= Anthony R. Suarez =

American lawyer (born 1967)

Anthony R. Suarez (born 1967) is a New Jersey attorney who served as Mayor of Ridgefield, New Jersey from 2004 to 2023. He was appointed to a judgeship on the New Jersey Superior Court in 2023.

==Biography==
Suarez was born in Englewood, New Jersey, and was raised in nearby Ridgefield. He graduated from Ridgefield Memorial High School in 1984. He then attended Saint Peter's College in Jersey City, graduating with a B.A. degree in 1988. He received a J.D. degree from Fordham University School of Law in 1993.

He was admitted to the New Jersey Bar in 1993 and the New York Bar in 1994. He has been an attorney at the Fort Lee law firm Dario Yacker Suarez & Albert.

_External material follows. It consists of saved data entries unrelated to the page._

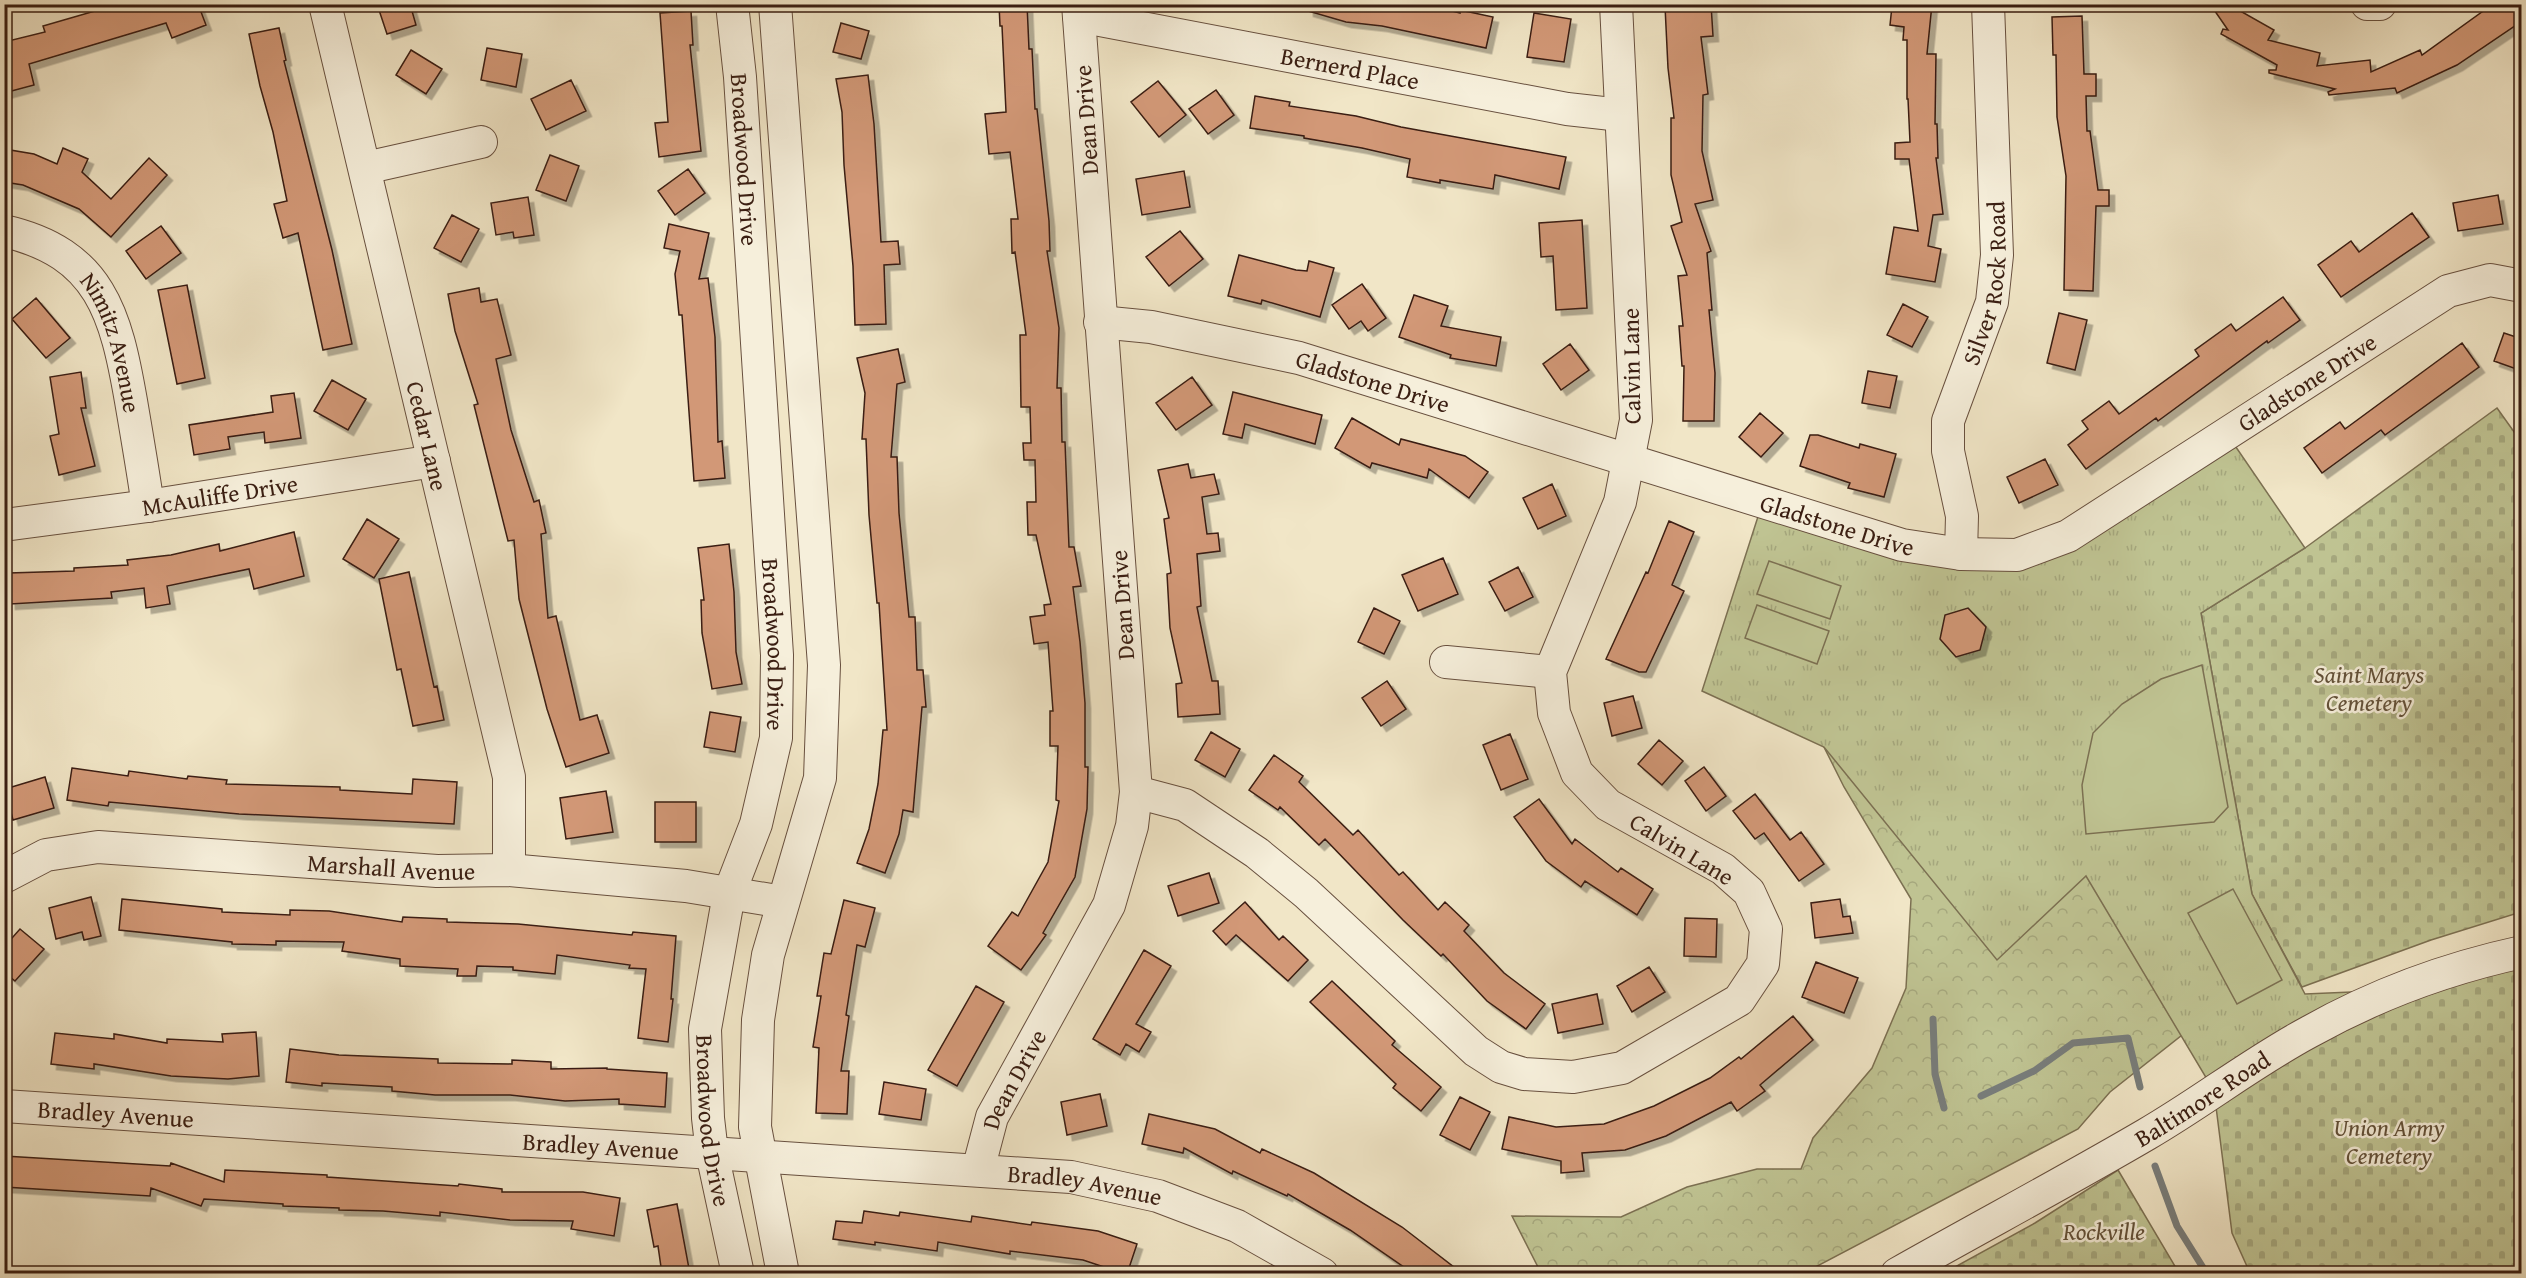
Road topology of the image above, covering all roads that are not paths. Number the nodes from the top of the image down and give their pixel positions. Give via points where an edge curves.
1 (325, 4) edge
2 (732, 4) edge
3 (775, 4) edge
4 (1616, 4) edge
5 (1988, 4) edge
6 (1078, 10) edge
7 (1621, 115) junction
8 (481, 142) dead end
9 (365, 168) junction
10 (4, 231) edge
11 (2522, 286) edge
12 (1100, 322) junction
13 (1628, 459) junction
14 (434, 461) junction
15 (148, 506) junction
16 (4, 525) edge
17 (1961, 554) junction
18 (1446, 662) dead end
19 (1550, 672) junction
20 (1136, 792) junction
21 (509, 870) junction
22 (4, 876) edge
23 (729, 894) junction
24 (783, 902) junction
25 (2522, 952) edge
26 (4, 1106) edge
27 (712, 1153) junction
28 (760, 1156) junction
29 (978, 1170) junction
30 (1313, 1271) edge
31 (738, 1274) edge
32 (783, 1274) edge
33 (1897, 1274) edge

1 - 9 street, Cedar Lane
2 - 23 street, Broadwood Drive via 777,655 776,738 756,824
3 - 24 street, Broadwood Drive via 824,665 820,778
4 - 7 street, Calvin Lane
5 - 17 street, Silver Rock Road via 1997,255 1992,302 1948,421 1948,451 1962,516
6 - 7 street, Bernerd Place via 1567,109
6 - 12 street, Dean Drive
7 - 13 street, Calvin Lane via 1636,420
8 - 9 street
9 - 14 street, Cedar Lane
10 - 15 street, Nimitz Avenue via 55,249 81,269 104,298 122,348
11 - 17 street, Gladstone Drive via 2490,280 2448,291 2068,536 2017,555
12 - 13 street, Gladstone Drive via 1151,327 1299,358
12 - 20 street, Dean Drive
13 - 17 street, Gladstone Drive via 1902,545
13 - 19 street, Calvin Lane via 1620,502
14 - 15 street, McAuliffe Drive
14 - 21 street, Cedar Lane via 509,777
15 - 16 street, McAuliffe Drive
18 - 19 street
19 - 20 street, Calvin Lane via 1554,712 1577,773 1608,805 1723,869 1749,892 1766,929 1763,964 1739,1000 1622,1068 1573,1077 1524,1074 1501,1068 1476,1051 1306,892 1257,853 1185,805
20 - 29 street, Dean Drive via 1132,826 1109,905 992,1117
21 - 22 street, Marshall Avenue via 437,871 98,847 46,855
21 - 23 street, Marshall Avenue via 686,886
23 - 24 street, Marshall Avenue
23 - 27 street, Broadwood Drive via 705,1029
24 - 28 street, Broadwood Drive via 768,955 758,1020 755,1127
25 - 33 street, Baltimore Road via 2489,959 2369,1001 2308,1032 2149,1133
26 - 27 street, Bradley Avenue
27 - 28 street, Bradley Avenue
27 - 31 street, Broadwood Drive
28 - 29 street, Bradley Avenue
28 - 32 street, Broadwood Drive
29 - 30 street, Bradley Avenue via 1071,1177 1158,1196 1237,1226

Suarez was elected to the Ridgefield Borough Council in 1998, and was reelected to the Council in 2001. He was elected mayor in 2003 and was reelected in 2007. He is the first elected Latino mayor in the history of Bergen County and the second Democratic mayor in the history of Ridgefield.

==Operation Bid Rig==
On July 23, 2009, Suarez was arrested as part of Operation Bid Rig, a joint operation of the FBI, IRS, and the U.S. Attorney's Office for the District of New Jersey into political corruption and money laundering. Suarez was charged with accepting a $10,000 cash bribe from an FBI informant through a middleman, Vincent Tabbachino, for assistance in arranging approvals to develop properties in Ridgefield.

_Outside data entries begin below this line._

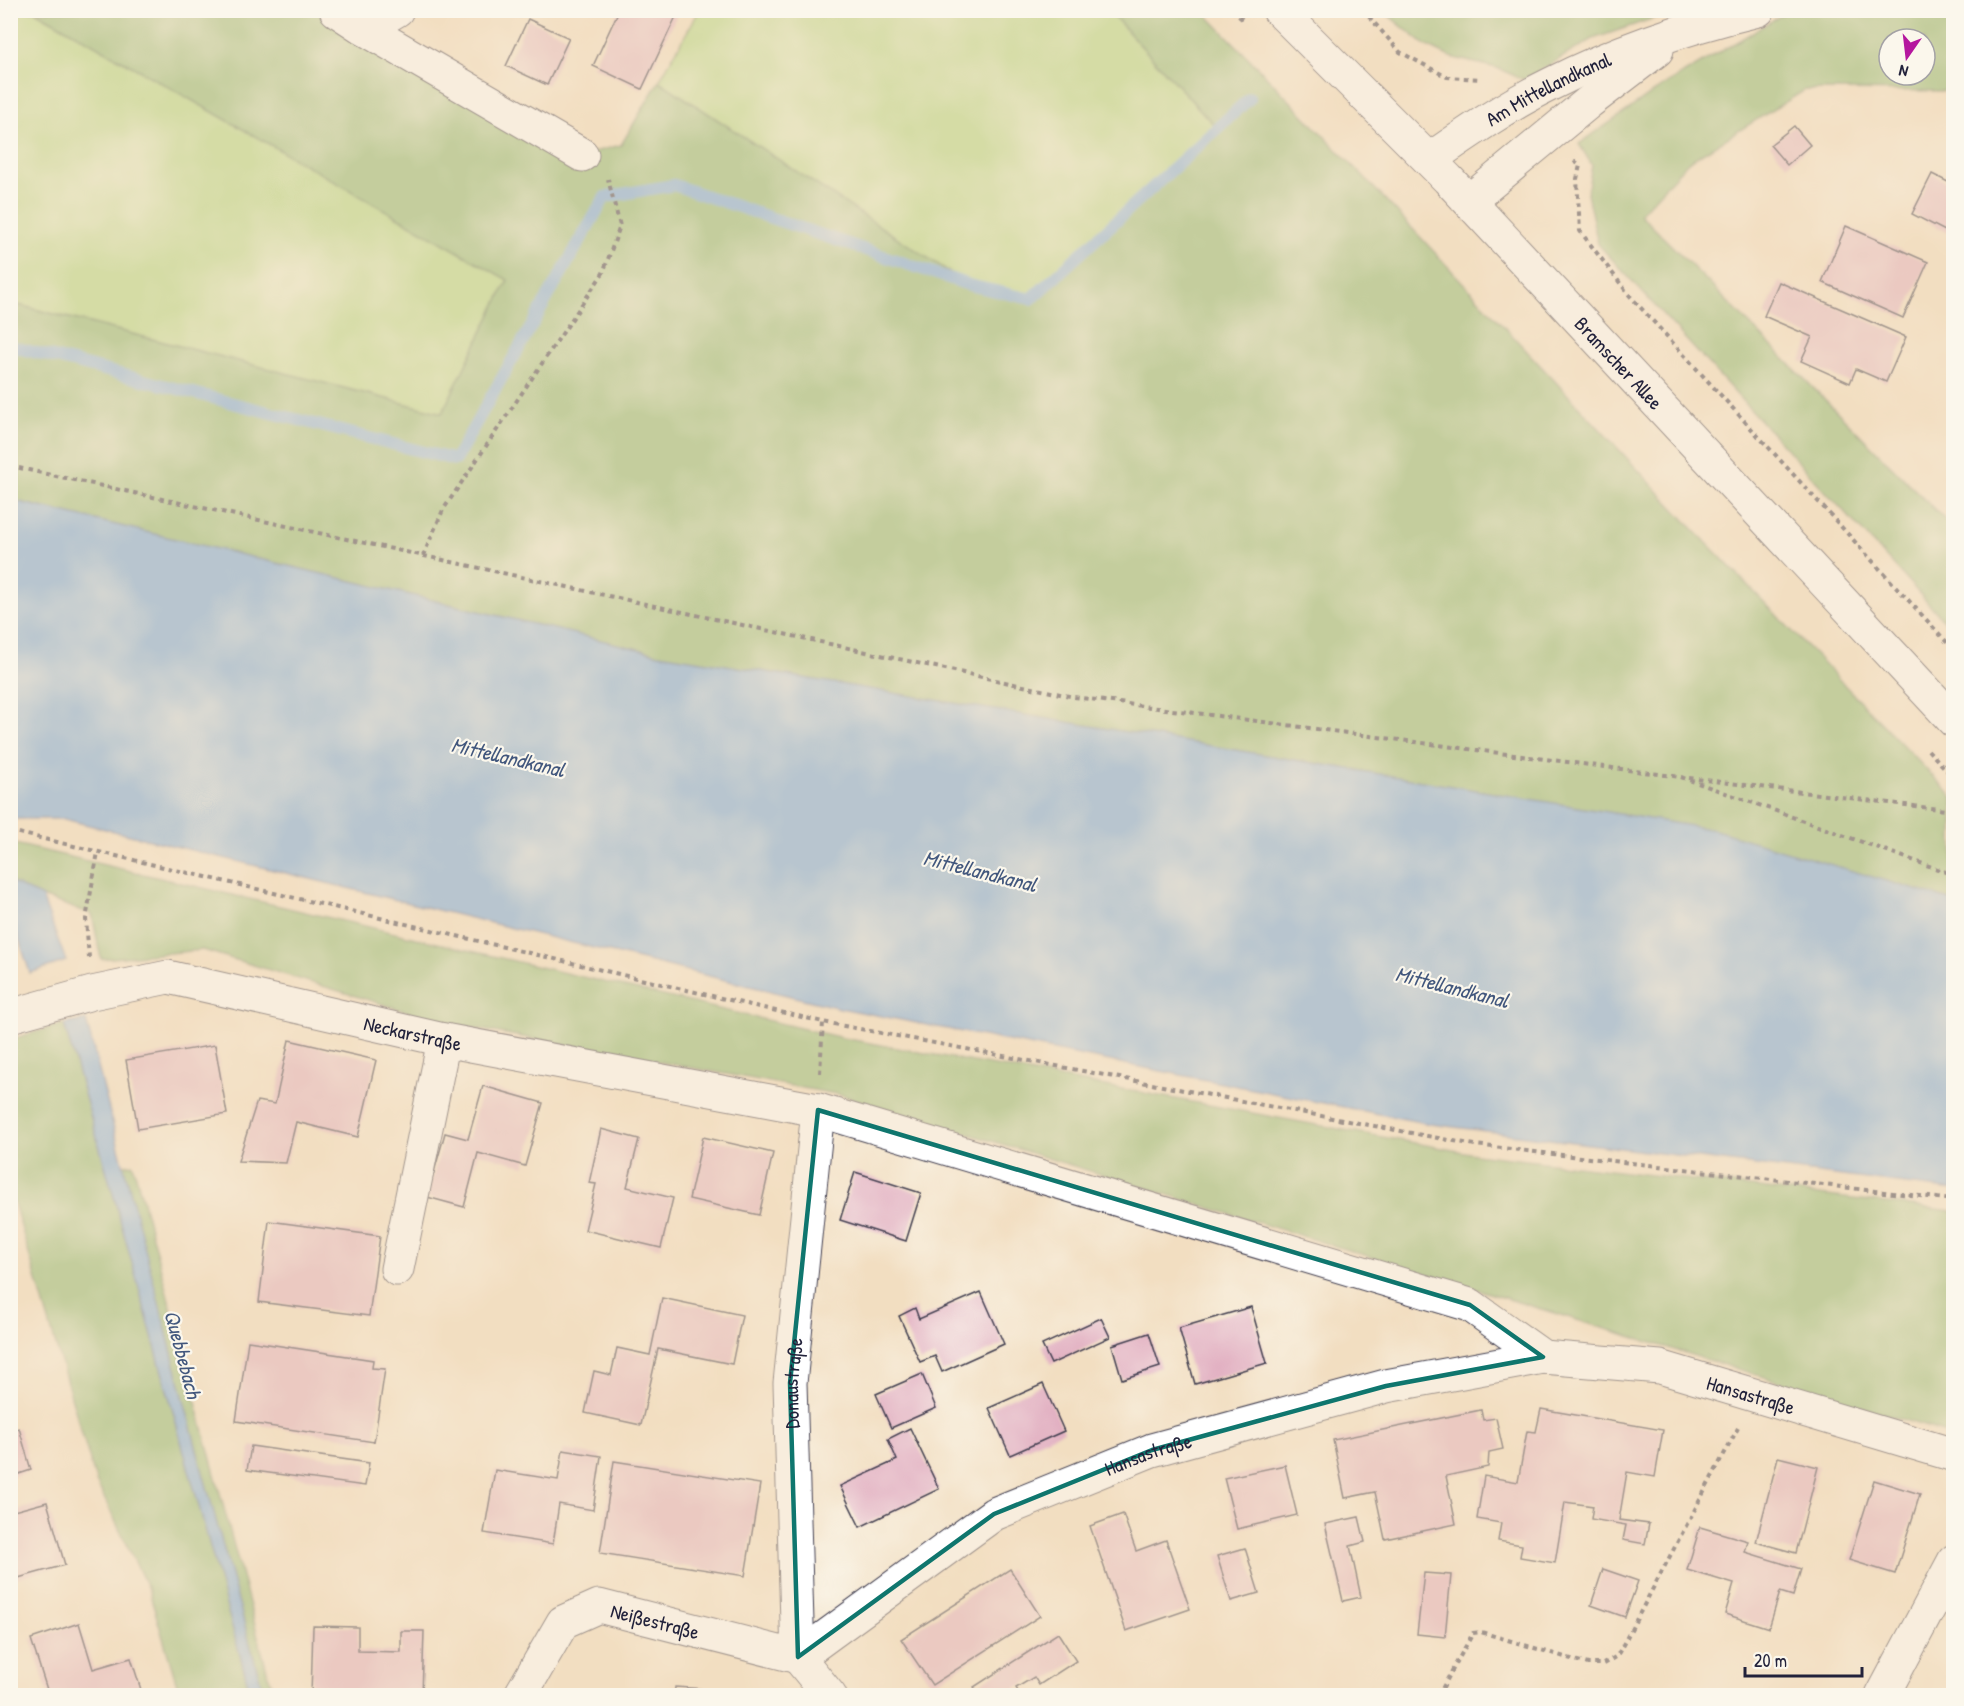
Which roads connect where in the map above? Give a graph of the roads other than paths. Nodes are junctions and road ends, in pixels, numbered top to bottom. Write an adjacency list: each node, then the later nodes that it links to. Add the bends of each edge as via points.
1 (336, 10): 5 (street)
2 (397, 10): 5 (street)
3 (1279, 10): 8 (street, Bramscher Allee)
4 (1758, 10): 6 (street, Am Mittellandkanal)
5 (365, 29): 7 (street)
6 (1676, 34): 8 (street, Am Mittellandkanal, via 1610,56 1550,84); 9 (street, Am Mittellandkanal)
7 (582, 155)
8 (1430, 159): 9 (street, Bramscher Allee)
9 (1469, 201): 10 (street, Bramscher Allee)
10 (1953, 721)
11 (10, 1016): 12 (street, Neckarstraße, via 168,977)
12 (444, 1040): 13 (street, Neckarstraße); 14 (street)
13 (818, 1110): 15 (street, via 1470,1305); 18 (street, Donaustraße, via 790,1383)
14 (397, 1269)
15 (1543, 1357): 16 (street, Hansastraße, via 1660,1367); 18 (street, Hansastraße, via 1386,1386 1152,1450 994,1514)
16 (1953, 1455)
17 (1953, 1561): 21 (street)
18 (798, 1658): 19 (street, Neißestraße, via 599,1606 563,1622); 20 (street)
19 (520, 1695)
20 (830, 1695)
21 (1882, 1695)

Though the two other mayors implicated in the sting operation, Peter Cammarano of Hoboken and Dennis Elwell of Secaucus, resigned following their arrests, Suarez rebuffed calls for his resignation, including from Governor Jon Corzine. On August 3, 2009, Corzine launched an investigation into whether the State of New Jersey should seize control of Ridgefield's finances. Targeting Ridgefield, Corzine also signed an Executive Order freezing development approvals in municipalities with chief executives facing corruption charges who have not resigned from office.

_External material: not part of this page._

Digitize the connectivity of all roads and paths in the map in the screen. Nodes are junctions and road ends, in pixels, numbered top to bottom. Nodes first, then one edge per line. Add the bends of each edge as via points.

Suarez was acquitted on all charges on October 27, 2010.

==Judicial appointment==
In 2023, Governor Phil Murphy appointed Suarez to become a judge of the New Jersey Superior Court. David Wildstein of the New Jersey Globe called Suarez's nomination "a complete and total vindication of the Ridgefield mayor" following Operation Bid Rig. Following his New Jersey Senate confirmation, Judge Suarez was assigned to the Bergen County Superior Court, Civil Division.